= Beginning of Section =
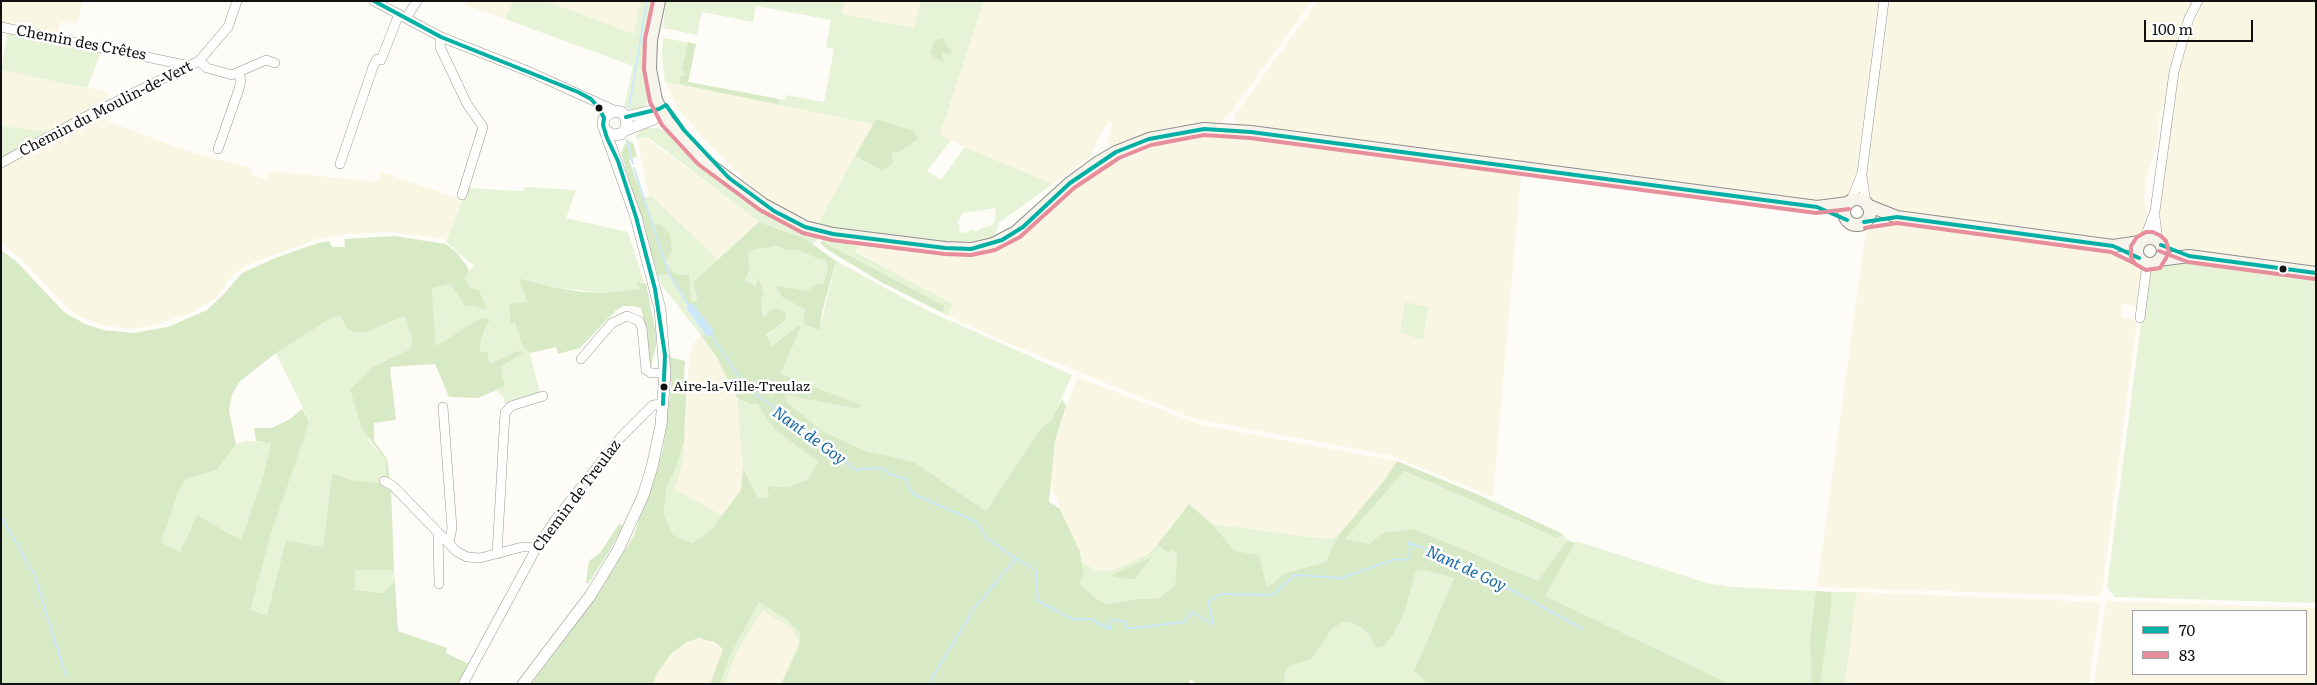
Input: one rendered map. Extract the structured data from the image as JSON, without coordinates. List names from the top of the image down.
{
  "streets": {
    "street": ["Chemin des Crêtes", "Chemin du Moulin-de-Vert", "Chemin de Treulaz"]
  },
  "crossings": [
    ["Chemin des Crêtes", "Chemin du Moulin-de-Vert"]
  ],
  "water": ["Nant de Goy"],
  "places": ["Aire-la-Ville-Treulaz"],
  "lines": ["transit line 70", "transit line 83"],
  "legend": ["70", "83"],
  "scale_bar": "100 m"
}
= End of Section =
**WORK REQUEST:** The full text of the data above, exact and without pictures, is what to return.

**TASK OUTPUT:**
Input: one rendered map. Extract the structured data from the image as JSON, without coordinates. List names from the top of the image down.
{
  "streets": {
    "street": ["Chemin des Crêtes", "Chemin du Moulin-de-Vert", "Chemin de Treulaz"]
  },
  "crossings": [
    ["Chemin des Crêtes", "Chemin du Moulin-de-Vert"]
  ],
  "water": ["Nant de Goy"],
  "places": ["Aire-la-Ville-Treulaz"],
  "lines": ["transit line 70", "transit line 83"],
  "legend": ["70", "83"],
  "scale_bar": "100 m"
}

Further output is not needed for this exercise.